What you will do:
Using the records that follow, copy every line containing the word "between".

========================================================================

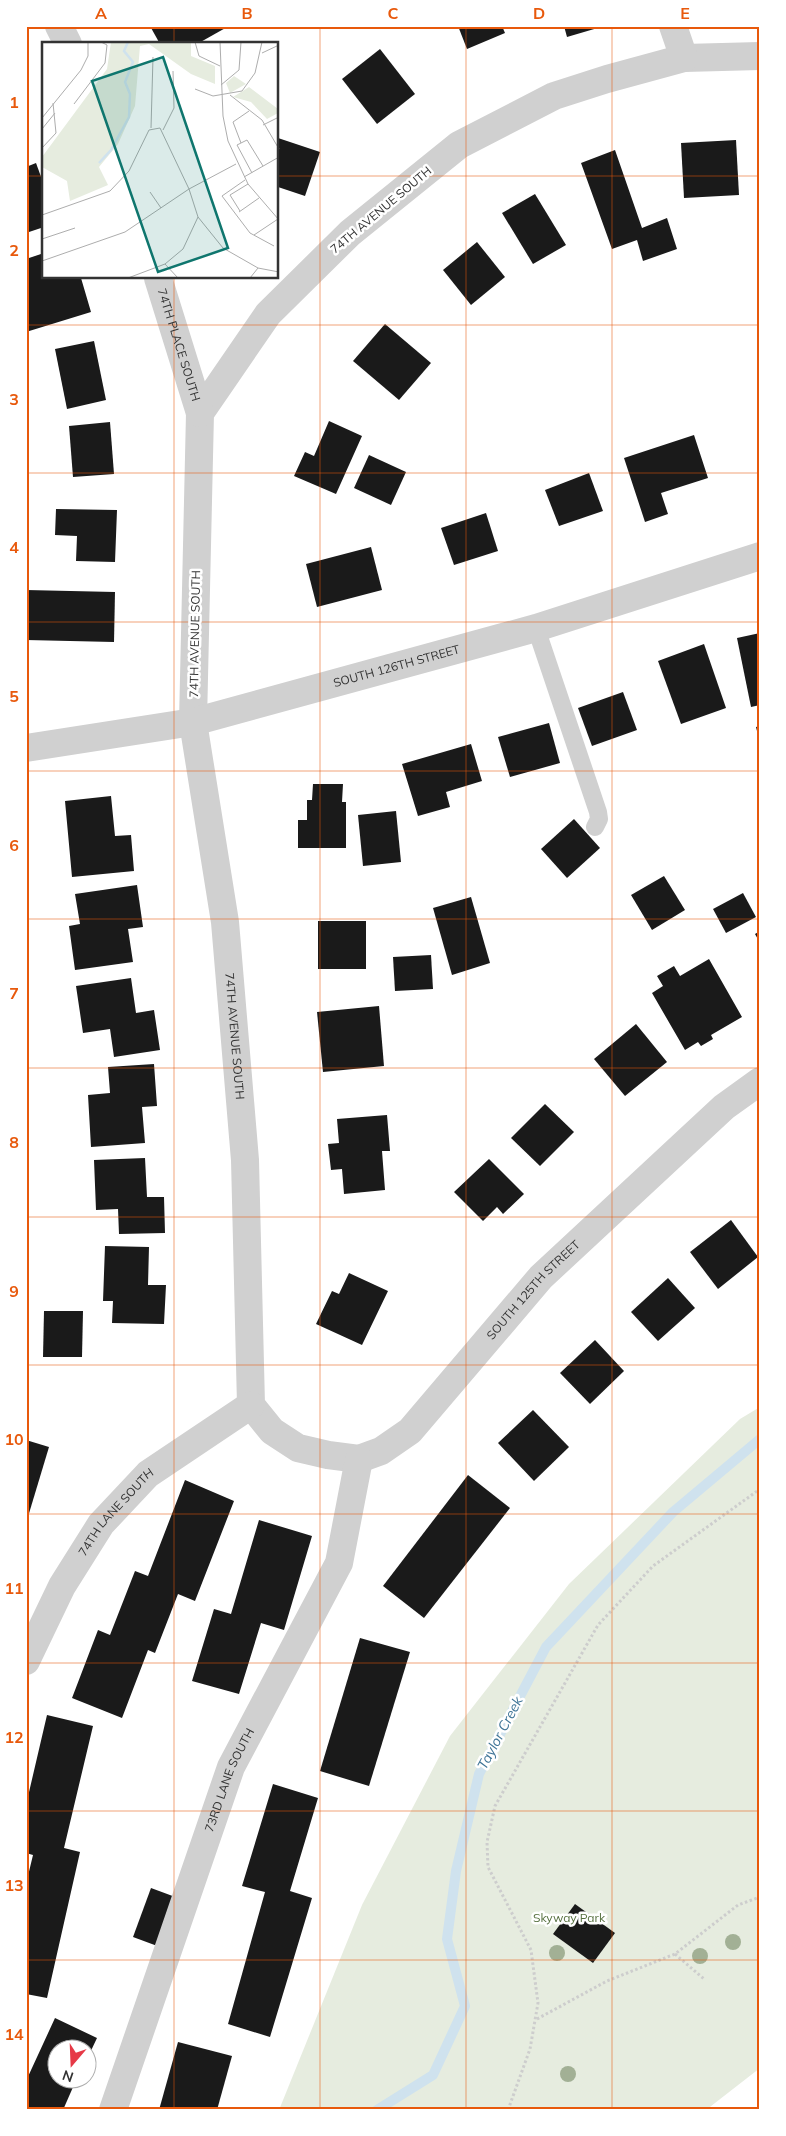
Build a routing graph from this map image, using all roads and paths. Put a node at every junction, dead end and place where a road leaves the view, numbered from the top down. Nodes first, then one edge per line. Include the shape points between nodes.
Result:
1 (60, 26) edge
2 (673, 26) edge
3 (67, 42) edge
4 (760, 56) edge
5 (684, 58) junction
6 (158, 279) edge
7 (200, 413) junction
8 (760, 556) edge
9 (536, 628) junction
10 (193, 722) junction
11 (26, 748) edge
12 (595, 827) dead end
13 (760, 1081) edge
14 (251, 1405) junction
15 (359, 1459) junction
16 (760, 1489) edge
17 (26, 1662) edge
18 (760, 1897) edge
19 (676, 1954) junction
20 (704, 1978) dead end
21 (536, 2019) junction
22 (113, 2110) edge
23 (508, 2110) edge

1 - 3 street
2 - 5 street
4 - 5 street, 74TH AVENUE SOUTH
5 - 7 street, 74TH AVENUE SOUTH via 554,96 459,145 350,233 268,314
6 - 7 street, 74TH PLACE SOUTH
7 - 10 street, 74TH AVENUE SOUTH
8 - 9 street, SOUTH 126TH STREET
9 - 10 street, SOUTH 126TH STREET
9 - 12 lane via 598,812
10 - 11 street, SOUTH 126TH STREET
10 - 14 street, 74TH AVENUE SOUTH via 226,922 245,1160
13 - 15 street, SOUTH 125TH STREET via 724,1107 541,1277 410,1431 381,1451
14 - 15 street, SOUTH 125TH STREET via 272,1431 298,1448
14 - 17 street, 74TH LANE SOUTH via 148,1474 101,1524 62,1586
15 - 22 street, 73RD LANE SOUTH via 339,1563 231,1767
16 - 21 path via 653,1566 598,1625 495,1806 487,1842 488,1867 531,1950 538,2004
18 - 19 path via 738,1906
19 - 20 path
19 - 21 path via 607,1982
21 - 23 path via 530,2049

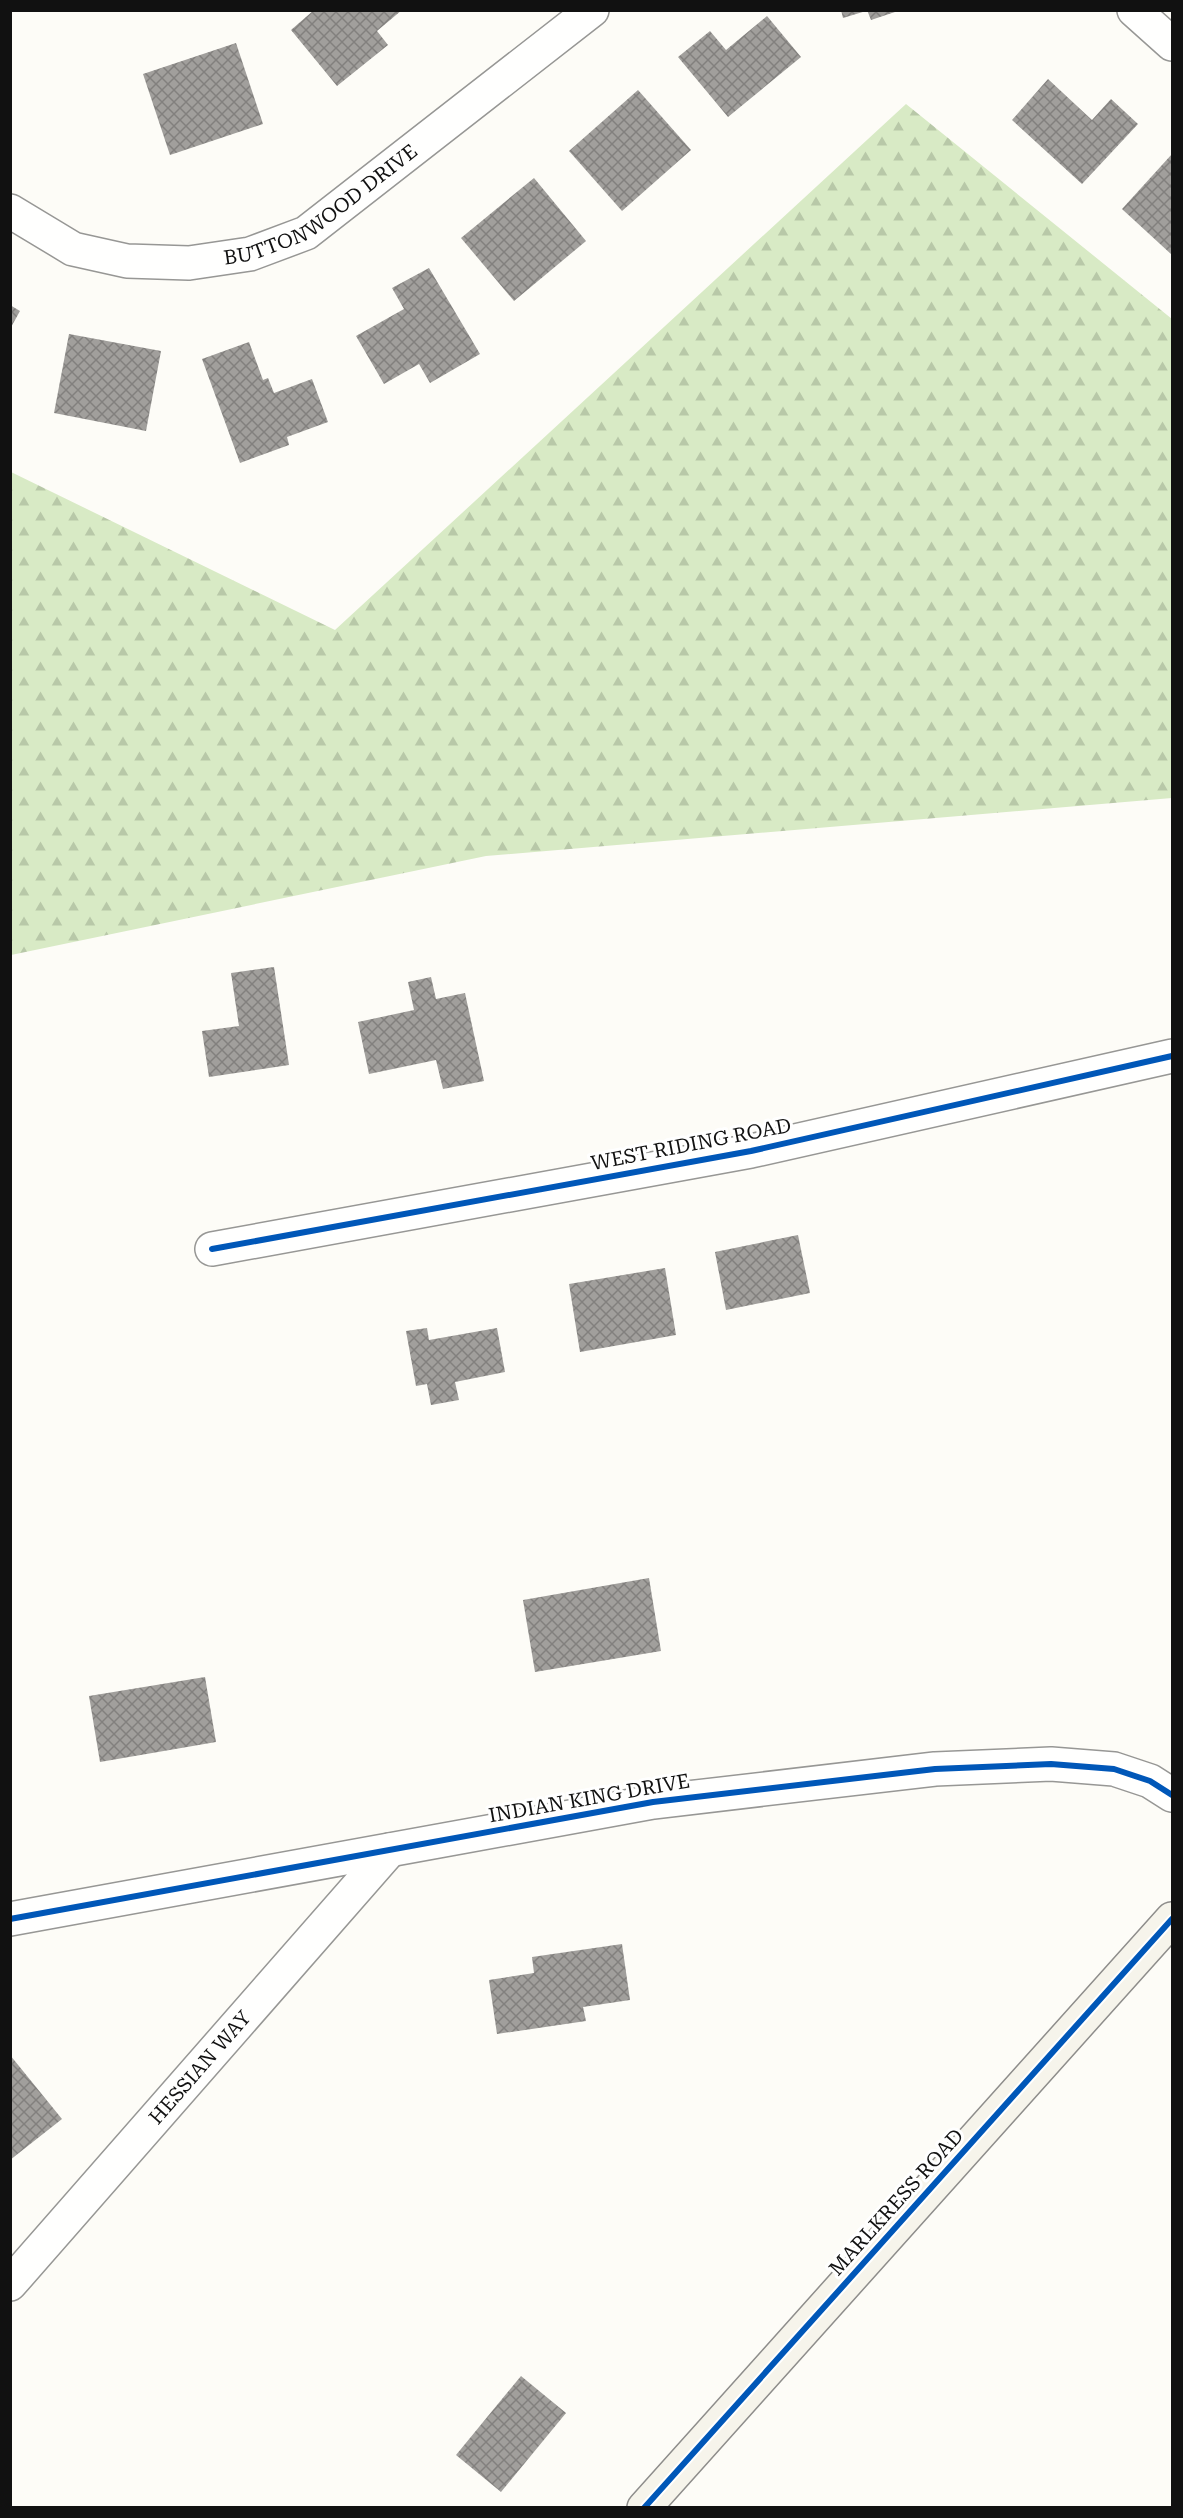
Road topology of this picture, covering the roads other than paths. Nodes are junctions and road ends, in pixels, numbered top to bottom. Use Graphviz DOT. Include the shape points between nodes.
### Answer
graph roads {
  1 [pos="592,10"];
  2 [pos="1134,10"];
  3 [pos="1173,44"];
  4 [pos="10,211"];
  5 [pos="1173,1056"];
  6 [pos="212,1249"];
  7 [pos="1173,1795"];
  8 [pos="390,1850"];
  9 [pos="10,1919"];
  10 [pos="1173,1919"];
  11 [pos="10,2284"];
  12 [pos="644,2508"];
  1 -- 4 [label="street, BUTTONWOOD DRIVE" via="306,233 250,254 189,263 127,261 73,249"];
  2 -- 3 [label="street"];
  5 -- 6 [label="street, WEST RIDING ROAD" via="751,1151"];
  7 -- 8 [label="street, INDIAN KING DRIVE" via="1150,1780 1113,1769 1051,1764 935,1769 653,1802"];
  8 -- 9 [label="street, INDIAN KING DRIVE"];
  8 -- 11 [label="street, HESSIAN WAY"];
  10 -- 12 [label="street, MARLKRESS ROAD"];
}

========================================================================

Response to this task:
Build a routing graph from this map image, using all roads and paths. Put a node at every junction, dead end and place where a road leaves the view, numbered from the top down. Nodes first, then one edge per line. Include the shape points between nodes.
Road topology of this picture, covering the roads other than paths. Nodes are junctions and road ends, in pixels, numbered top to bottom. Use Graphviz DOT. Include the shape points between nodes.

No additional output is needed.